What the task asks:
Pictures aside, repeat the listing below exactly.

■ ■ ■ ■ ■ ■ ■

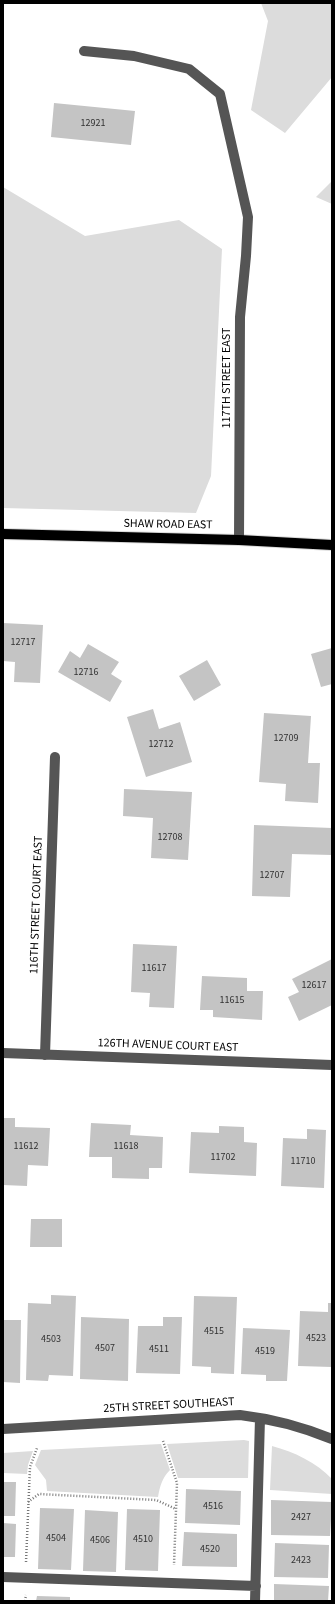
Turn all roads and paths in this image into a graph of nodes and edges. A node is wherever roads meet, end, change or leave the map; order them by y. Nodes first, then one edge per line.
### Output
1 (84, 51) dead end
2 (3, 534) edge
3 (239, 540) junction
4 (332, 546) edge
5 (55, 757) dead end
6 (3, 1053) edge
7 (45, 1055) junction
8 (332, 1065) edge
9 (260, 1418) junction
10 (3, 1429) edge
11 (332, 1439) edge
12 (163, 1441) dead end
13 (37, 1448) dead end
14 (28, 1502) junction
15 (176, 1509) junction
16 (174, 1565) dead end
17 (26, 1566) dead end
18 (3, 1577) edge
19 (256, 1586) junction
20 (255, 1601) edge

1 - 3 street, 117TH STREET EAST
2 - 3 main road, SHAW ROAD EAST
3 - 4 main road, SHAW ROAD EAST
5 - 7 street, 116TH STREET COURT EAST
6 - 7 street, 126TH AVENUE COURT EAST
7 - 8 street, 126TH AVENUE COURT EAST
9 - 10 street, 25TH STREET SOUTHEAST
9 - 11 street, 25TH STREET SOUTHEAST
9 - 19 street
12 - 15 path
13 - 14 path
14 - 15 path
14 - 17 path
15 - 16 path
18 - 19 street
19 - 20 street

■ ■ ■ ■ ■ ■ ■

Solved problem:
Turn all roads and paths in this image into a graph of nodes and edges. A node is wherever roads meet, end, change or leave the map; order them by y. Nodes first, then one edge per line.
### Output
1 (84, 51) dead end
2 (3, 534) edge
3 (239, 540) junction
4 (332, 546) edge
5 (55, 757) dead end
6 (3, 1053) edge
7 (45, 1055) junction
8 (332, 1065) edge
9 (260, 1418) junction
10 (3, 1429) edge
11 (332, 1439) edge
12 (163, 1441) dead end
13 (37, 1448) dead end
14 (28, 1502) junction
15 (176, 1509) junction
16 (174, 1565) dead end
17 (26, 1566) dead end
18 (3, 1577) edge
19 (256, 1586) junction
20 (255, 1601) edge

1 - 3 street, 117TH STREET EAST
2 - 3 main road, SHAW ROAD EAST
3 - 4 main road, SHAW ROAD EAST
5 - 7 street, 116TH STREET COURT EAST
6 - 7 street, 126TH AVENUE COURT EAST
7 - 8 street, 126TH AVENUE COURT EAST
9 - 10 street, 25TH STREET SOUTHEAST
9 - 11 street, 25TH STREET SOUTHEAST
9 - 19 street
12 - 15 path
13 - 14 path
14 - 15 path
14 - 17 path
15 - 16 path
18 - 19 street
19 - 20 street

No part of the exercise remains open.